§ WHAT IS BEING ASKED: Your task is to copy the data exactly while leaving out every picture.

§ AVAILABLE DATA:
[Start of Attachment]
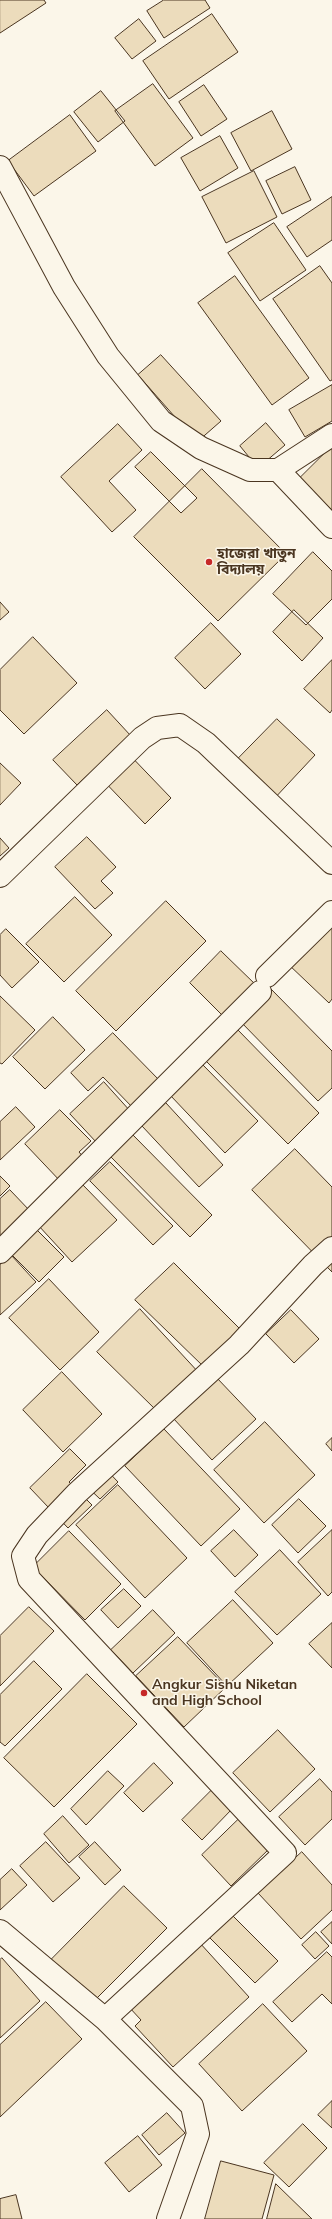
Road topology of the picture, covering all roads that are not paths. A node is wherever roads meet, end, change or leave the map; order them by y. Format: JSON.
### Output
{"nodes":[{"id":1,"x":0,"y":167,"type":"edge"},
{"id":2,"x":332,"y":435,"type":"edge"},
{"id":3,"x":278,"y":470,"type":"junction"},
{"id":4,"x":332,"y":527,"type":"edge"},
{"id":5,"x":332,"y":863,"type":"edge"},
{"id":6,"x":0,"y":876,"type":"edge"},
{"id":7,"x":332,"y":912,"type":"edge"},
{"id":8,"x":332,"y":1248,"type":"edge"},
{"id":9,"x":0,"y":1252,"type":"edge"},
{"id":10,"x":0,"y":1931,"type":"edge"},
{"id":11,"x":105,"y":2019,"type":"junction"},
{"id":12,"x":168,"y":2219,"type":"edge"}],
"edges":[{"from":1,"to":3,"type":"street"},
{"from":2,"to":3,"type":"street"},
{"from":3,"to":4,"type":"street"},
{"from":5,"to":6,"type":"street"},
{"from":7,"to":9,"type":"street"},
{"from":8,"to":11,"type":"street"},
{"from":10,"to":11,"type":"street"},
{"from":11,"to":12,"type":"street"}]}
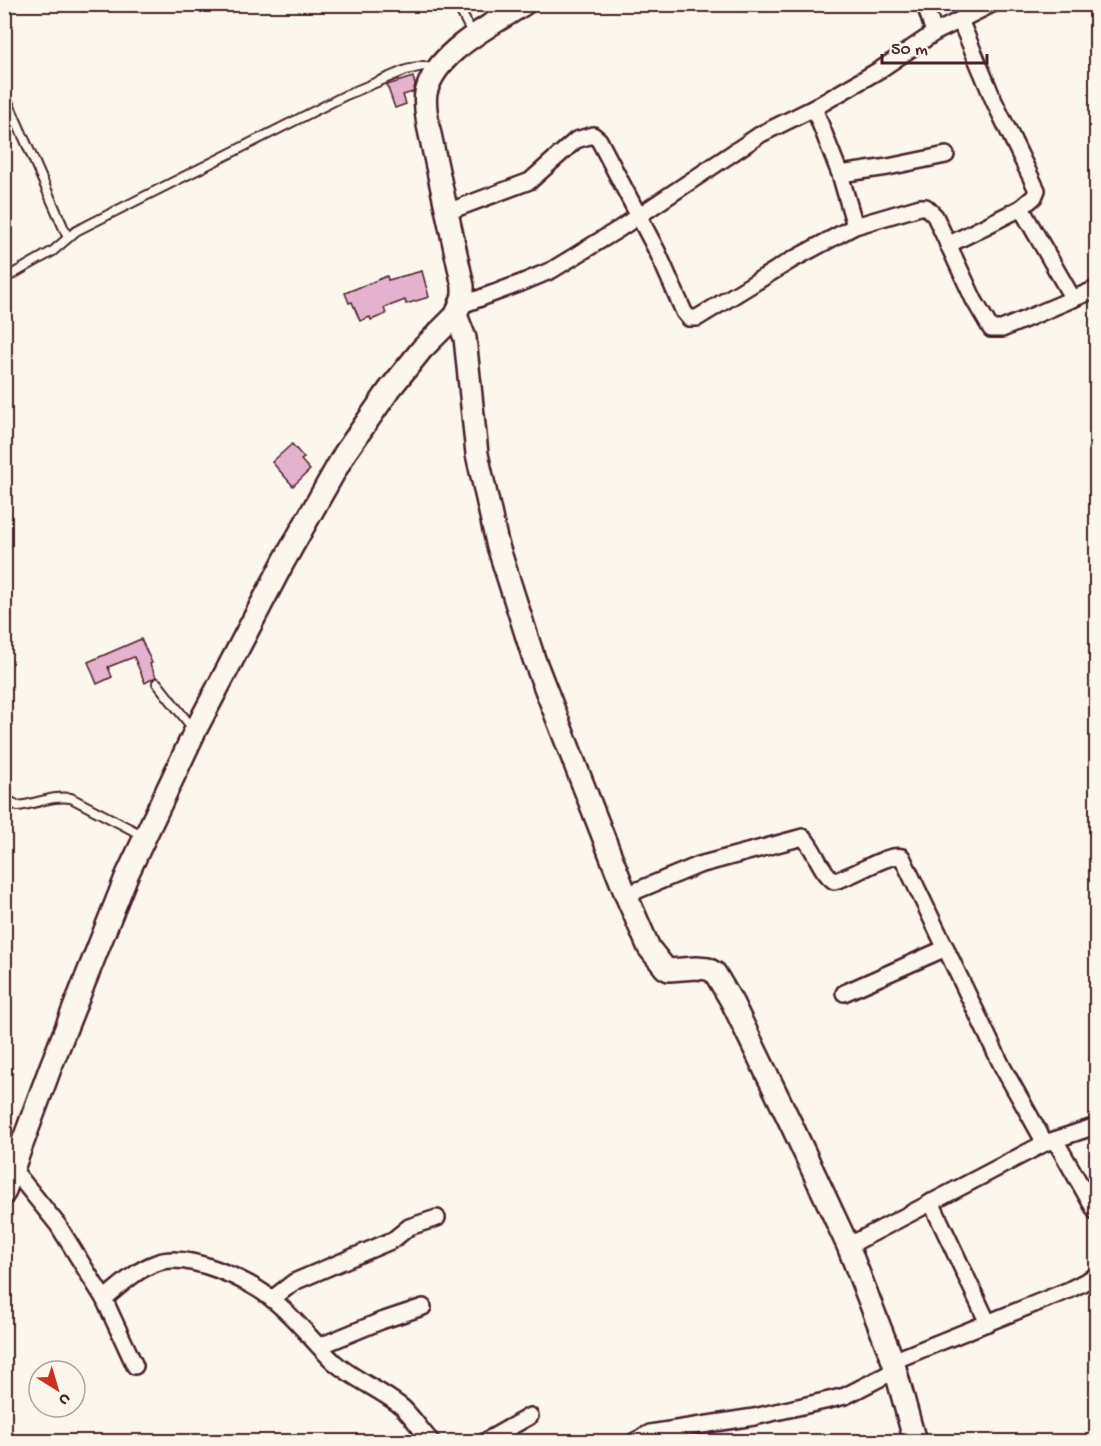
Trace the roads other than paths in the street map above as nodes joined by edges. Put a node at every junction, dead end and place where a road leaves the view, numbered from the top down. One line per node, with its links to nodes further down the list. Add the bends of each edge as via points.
1 (457, 4): 7 (lane)
2 (524, 4): 7 (main road)
3 (925, 4): 6 (street)
4 (992, 4): 5 (street)
5 (960, 20): 6 (street); 13 (street, via 1037,190)
6 (934, 33): 10 (street)
7 (474, 37): 8 (main road, via 451,53)
8 (437, 70): 14 (main road, via 426,92 425,105); 17 (lane, via 423,66 406,70 346,94)
9 (9, 104): 17 (lane)
10 (814, 108): 12 (street); 15 (street, via 761,134)
11 (946, 155): 12 (street)
12 (840, 174): 16 (street)
13 (1021, 208): 18 (street); 21 (street)
14 (447, 212): 15 (street, via 530,181 576,140 593,135); 22 (main road, via 463,286)
15 (637, 215): 16 (street, via 688,318 697,318); 22 (street, via 552,270)
16 (855, 226): 18 (street, via 926,207 935,216)
17 (68, 238): 19 (lane)
18 (948, 245): 21 (street, via 991,329 1002,329)
19 (4, 279)
20 (1096, 289): 21 (street)
21 (1073, 299)
22 (458, 311): 24 (main road, via 389,390 345,453); 27 (main road, via 465,338 477,454 497,543 534,659)
23 (157, 683): 24 (lane)
24 (195, 731): 26 (main road)
25 (4, 798): 26 (lane, via 18,806 50,798 71,798)
26 (145, 837): 32 (main road)
27 (626, 895): 28 (street, via 699,866 803,837 834,881 891,856 902,857); 37 (main road, via 649,948 665,968 708,969 715,973)
28 (946, 948): 29 (street); 31 (street, via 1003,1068)
29 (844, 993)
30 (1096, 1126): 31 (street)
31 (1050, 1142): 34 (street); 35 (street)
32 (12, 1168): 33 (main road); 39 (street, via 58,1225)
33 (4, 1192)
34 (932, 1202): 37 (street); 42 (street)
35 (1094, 1203)
36 (437, 1218): 40 (street, via 409,1227 393,1240 294,1282)
37 (848, 1246): 44 (main road)
38 (1096, 1276): 42 (street)
39 (104, 1299): 40 (street, via 153,1263 182,1260 223,1272); 45 (street)
40 (272, 1299): 43 (street)
41 (423, 1307): 43 (street)
42 (988, 1323): 44 (street)
43 (320, 1346): 47 (street, via 346,1372 402,1407)
44 (895, 1365): 49 (street, via 845,1396 754,1417 650,1433); 50 (main road)
45 (135, 1366)
46 (531, 1416): 48 (street)
47 (432, 1442)
48 (484, 1442)
49 (633, 1442)
50 (915, 1442)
[End of Attachment]
§ ANSWER FOR THIS EXERCISE:
Road topology of the picture, covering all roads that are not paths. A node is wherever roads meet, end, change or leave the map; order them by y. Format: JSON.
### Output
{"nodes":[{"id":1,"x":0,"y":167,"type":"edge"},
{"id":2,"x":332,"y":435,"type":"edge"},
{"id":3,"x":278,"y":470,"type":"junction"},
{"id":4,"x":332,"y":527,"type":"edge"},
{"id":5,"x":332,"y":863,"type":"edge"},
{"id":6,"x":0,"y":876,"type":"edge"},
{"id":7,"x":332,"y":912,"type":"edge"},
{"id":8,"x":332,"y":1248,"type":"edge"},
{"id":9,"x":0,"y":1252,"type":"edge"},
{"id":10,"x":0,"y":1931,"type":"edge"},
{"id":11,"x":105,"y":2019,"type":"junction"},
{"id":12,"x":168,"y":2219,"type":"edge"}],
"edges":[{"from":1,"to":3,"type":"street"},
{"from":2,"to":3,"type":"street"},
{"from":3,"to":4,"type":"street"},
{"from":5,"to":6,"type":"street"},
{"from":7,"to":9,"type":"street"},
{"from":8,"to":11,"type":"street"},
{"from":10,"to":11,"type":"street"},
{"from":11,"to":12,"type":"street"}]}
Trace the roads other than paths in the street map above as nodes joined by edges. Put a node at every junction, dead end and place where a road leaves the view, numbered from the top down. One line per node, with its links to nodes further down the list. Add the bends of each edge as via points.
1 (457, 4): 7 (lane)
2 (524, 4): 7 (main road)
3 (925, 4): 6 (street)
4 (992, 4): 5 (street)
5 (960, 20): 6 (street); 13 (street, via 1037,190)
6 (934, 33): 10 (street)
7 (474, 37): 8 (main road, via 451,53)
8 (437, 70): 14 (main road, via 426,92 425,105); 17 (lane, via 423,66 406,70 346,94)
9 (9, 104): 17 (lane)
10 (814, 108): 12 (street); 15 (street, via 761,134)
11 (946, 155): 12 (street)
12 (840, 174): 16 (street)
13 (1021, 208): 18 (street); 21 (street)
14 (447, 212): 15 (street, via 530,181 576,140 593,135); 22 (main road, via 463,286)
15 (637, 215): 16 (street, via 688,318 697,318); 22 (street, via 552,270)
16 (855, 226): 18 (street, via 926,207 935,216)
17 (68, 238): 19 (lane)
18 (948, 245): 21 (street, via 991,329 1002,329)
19 (4, 279)
20 (1096, 289): 21 (street)
21 (1073, 299)
22 (458, 311): 24 (main road, via 389,390 345,453); 27 (main road, via 465,338 477,454 497,543 534,659)
23 (157, 683): 24 (lane)
24 (195, 731): 26 (main road)
25 (4, 798): 26 (lane, via 18,806 50,798 71,798)
26 (145, 837): 32 (main road)
27 (626, 895): 28 (street, via 699,866 803,837 834,881 891,856 902,857); 37 (main road, via 649,948 665,968 708,969 715,973)
28 (946, 948): 29 (street); 31 (street, via 1003,1068)
29 (844, 993)
30 (1096, 1126): 31 (street)
31 (1050, 1142): 34 (street); 35 (street)
32 (12, 1168): 33 (main road); 39 (street, via 58,1225)
33 (4, 1192)
34 (932, 1202): 37 (street); 42 (street)
35 (1094, 1203)
36 (437, 1218): 40 (street, via 409,1227 393,1240 294,1282)
37 (848, 1246): 44 (main road)
38 (1096, 1276): 42 (street)
39 (104, 1299): 40 (street, via 153,1263 182,1260 223,1272); 45 (street)
40 (272, 1299): 43 (street)
41 (423, 1307): 43 (street)
42 (988, 1323): 44 (street)
43 (320, 1346): 47 (street, via 346,1372 402,1407)
44 (895, 1365): 49 (street, via 845,1396 754,1417 650,1433); 50 (main road)
45 (135, 1366)
46 (531, 1416): 48 (street)
47 (432, 1442)
48 (484, 1442)
49 (633, 1442)
50 (915, 1442)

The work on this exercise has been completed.